The Food and Drug Administration has reauthorized Juul e-cigarettes, allowing them to be sold in the U.S.
The FDA announced on Thursday that Juul can keep its products on the market, after the company submitted studies that claim that its e-cigarettes are less harmful for adult smokers and that there may be a benefit in switching from smoking to vaping, The Associated Press reported.
The FDA’s decision is for both tobacco and menthol-flavored products that contain nicotine.
Juul will be one of two companies in the U.S. authorized to sell menthol-flavored vapes, the AP reported.
“This is an important milestone for the company and I think we made a scientifically sound case for the role that menthol can play in e-vapor,” Juul CEO K.C. Crosthwaite said.
The company had been valued at more than $13 billion but the FDA had ordered it to remove its items from store shelves in June 2022. The agency lifted the ban a month later, due to an appeal by Juul, Reuters reported.

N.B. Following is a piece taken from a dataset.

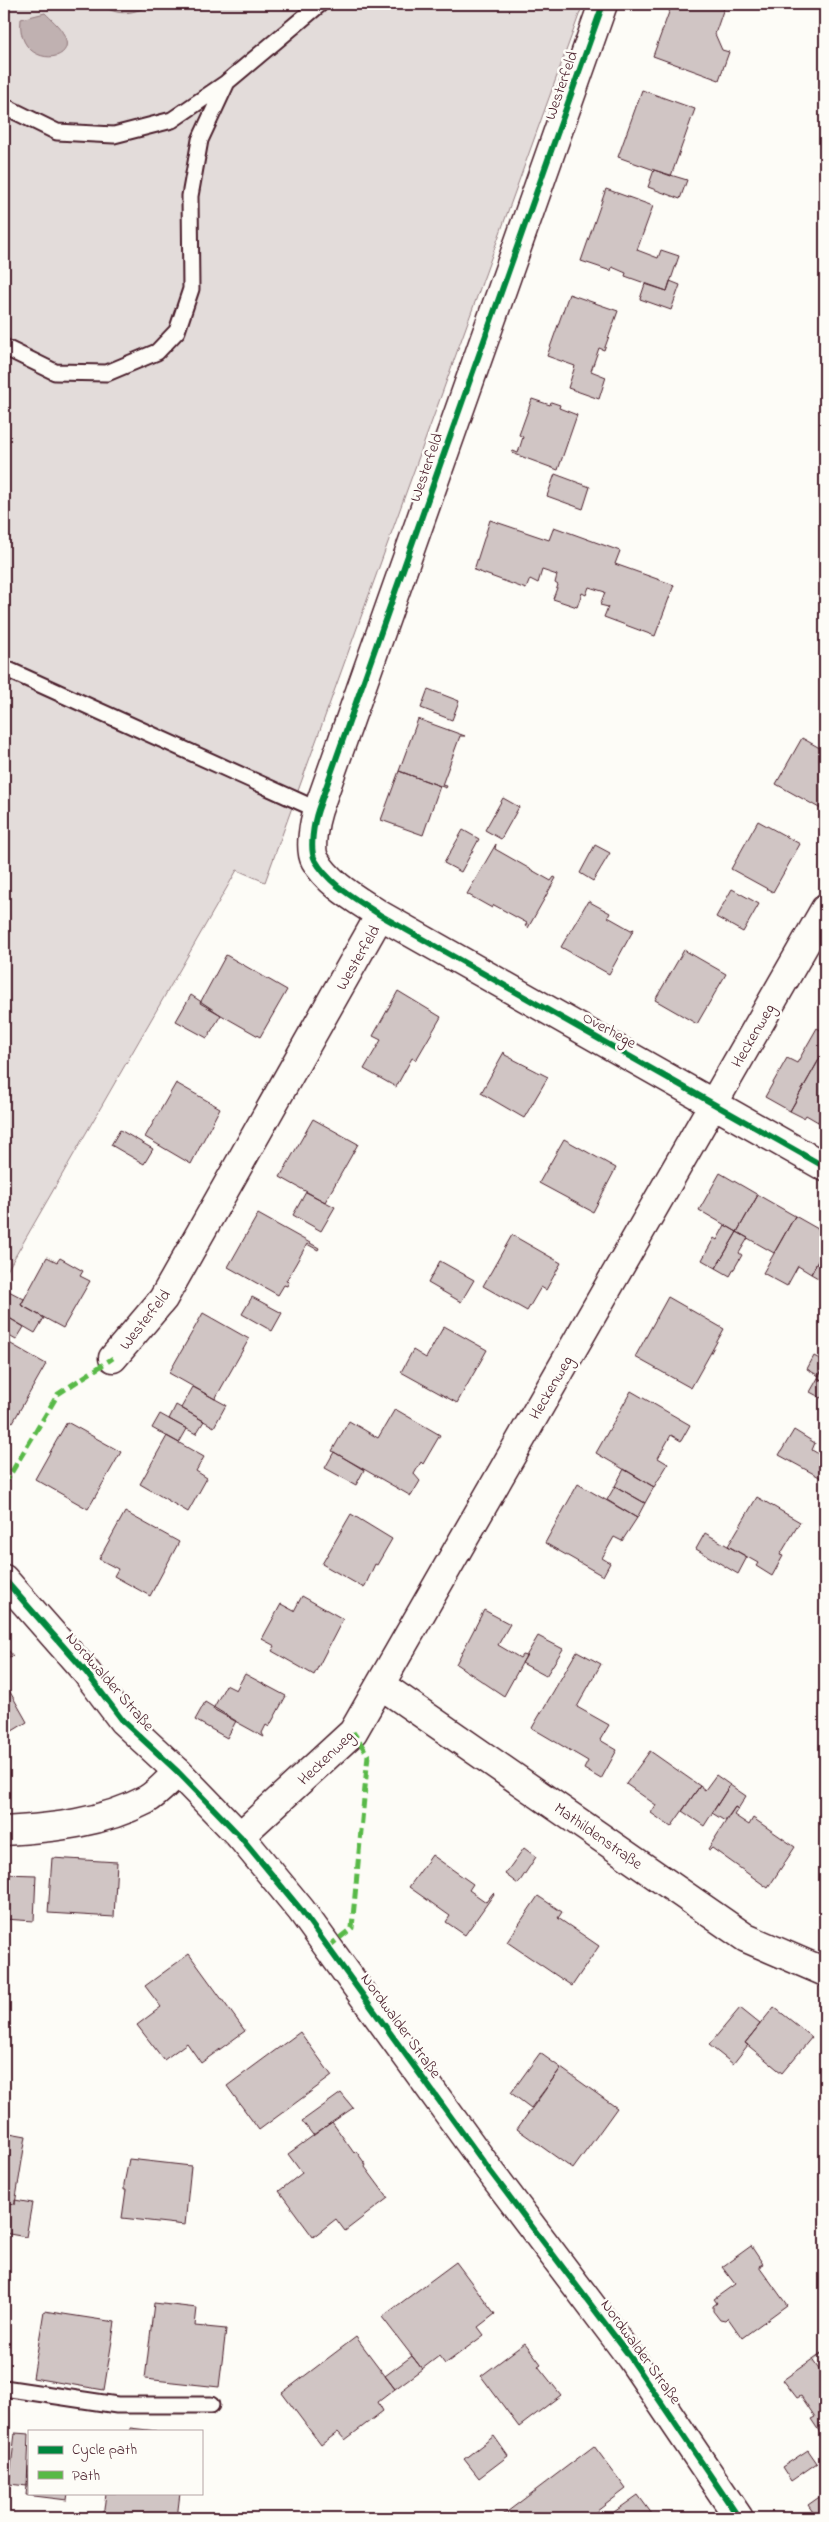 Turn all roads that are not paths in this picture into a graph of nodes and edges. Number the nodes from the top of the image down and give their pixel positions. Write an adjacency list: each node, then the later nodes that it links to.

Still, the company suffered financially from it, after there were thousands of lawsuits filed against it, claiming that the devices were marketed to children and teens, The Wall Street Journal reported.
Juul had several fruit and candy flavors at one point, the AP reported.
The lawsuits, which were settled for more than a billion dollars, forced the company to drastically cut its workforce and affected the company’s bottom line, Bloomberg and Forbes reported.
The marketing ban was officially lifted in 2024 and allowed Juul’s application under scientific review, which eventually resulted in the federal reauthorization, The Wall Street Journal reported.